The Container for Everything
A Strategy is the top-level construct in Memex AI. It represents an objective the team is trying to achieve: a product initiative, an architectural migration, a platform capability, a compliance requirement. It’s the answer to “why are we doing any of this work?”What a Strategy contains
Purpose statement
The problem or opportunity, in enough depth that anyone (human or AI) can understand the motivation without a briefing.
Architectural vision
How the solution fits into the broader system, and what principles guide it.
Decisions
The non-obvious design choices that must be resolved to move forward.
Work Items
The scoped units of implementation, linked to decisions and to each other.
The promotion path
Work sometimes outgrows its container.
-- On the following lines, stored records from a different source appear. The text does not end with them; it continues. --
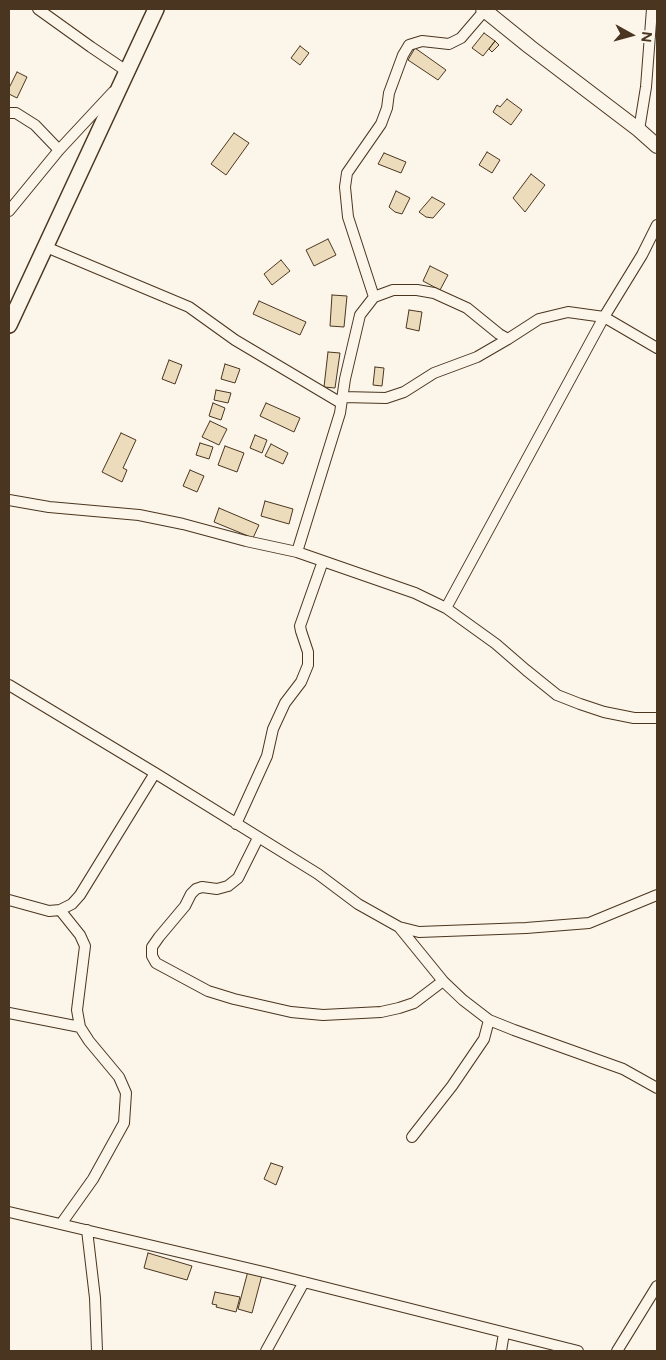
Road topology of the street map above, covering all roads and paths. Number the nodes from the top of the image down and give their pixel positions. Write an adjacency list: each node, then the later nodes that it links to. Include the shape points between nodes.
1 (39, 9): 5 (street)
2 (156, 9): 5 (main road)
3 (484, 9): 7 (main road); 13 (street, via 461,38 449,44 422,41 409,45 389,93 381,124 347,172 348,217)
4 (652, 9): 7 (street)
5 (125, 77): 9 (street); 12 (main road)
6 (9, 113): 9 (street, via 16,113 35,125)
7 (639, 130): 8 (main road)
8 (657, 146)
9 (60, 150): 10 (street)
10 (9, 211)
11 (657, 225): 14 (street)
12 (46, 247): 15 (main road); 18 (street, via 189,307 235,340)
13 (374, 297): 16 (street, via 393,290 434,293 467,308); 18 (street, via 360,315)
14 (604, 317): 16 (street, via 568,312 539,319); 17 (street); 22 (street)
15 (9, 326)
16 (508, 339): 18 (street, via 477,357 434,373 404,392 386,398)
17 (657, 348)
18 (342, 400): 20 (street)
19 (9, 500): 20 (street, via 139,515)
20 (297, 552): 21 (street)
21 (323, 561): 22 (street, via 415,593); 26 (street, via 300,626 308,652 308,665 273,729 267,756)
22 (446, 608): 24 (street, via 557,694 604,712 634,718)
23 (9, 685): 25 (street)
24 (657, 718)
25 (156, 773): 26 (street); 30 (street, via 80,895)
26 (236, 824): 27 (street)
27 (258, 838): 31 (street); 32 (street, via 238,878 228,886 217,889 202,887 191,894 152,947 156,963 208,991 234,1000 291,1012 323,1014 381,1012 399,1008 414,1003)
28 (657, 895): 31 (street, via 589,923 419,932)
29 (9, 900): 30 (street, via 49,911)
30 (60, 910): 35 (street, via 85,946 77,1010)
31 (399, 927): 32 (street)
32 (443, 980): 34 (street)
33 (9, 1014): 35 (street)
34 (489, 1020): 36 (street, via 623,1069); 37 (street, via 484,1039)
35 (80, 1027): 39 (street, via 118,1076 126,1093 124,1123 93,1179)
36 (657, 1088)
37 (412, 1137)
38 (9, 1212): 39 (street)
39 (61, 1224): 40 (street)
40 (87, 1230): 41 (street); 44 (street)
41 (304, 1282): 43 (street); 45 (street)
42 (657, 1286): 48 (street)
43 (504, 1333): 46 (street); 47 (street)
44 (97, 1351)
45 (266, 1351)
46 (501, 1351)
47 (578, 1351)
48 (617, 1351)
A work item scoped as “add a caching layer” might reveal a design problem with its own market context, architectural trade-offs, and multiple sub-work-items. When this happens, the work item is promoted to its own Strategy. The link to the parent strategy is preserved, so you can always trace how a strategy was born.Cross-strategy dependencies
Strategies are self-contained but not isolated. A work item in Strategy B might depend on infrastructure delivered by Strategy A. These cross-strategy links are explicit and tracked. When Strategy A’s work item ships, Strategy B’s blocked items are automatically unblocked.Why this matters
Without a strategy, decisions and work items are just a flat list. The strategy provides the why that makes every decision intelligible and every work item purposeful.Without a Strategy
“We decided to use PostgreSQL.”Arbitrary. Untraceable. Forgotten in a month.
With a Strategy
“We decided to use PostgreSQL because our discovery matching engine needs pgvector for embedding similarity, and the strategy requires sub-100ms lookups across 3,000 occupation vectors.”Traceable to a goal. Intelligible to any agent or human.
In the old world, this was an Epic. But an Epic is a label on a group of tickets. A Strategy is a living document that holds the reasoning, the open questions, and the architectural context that every agent needs before touching the code.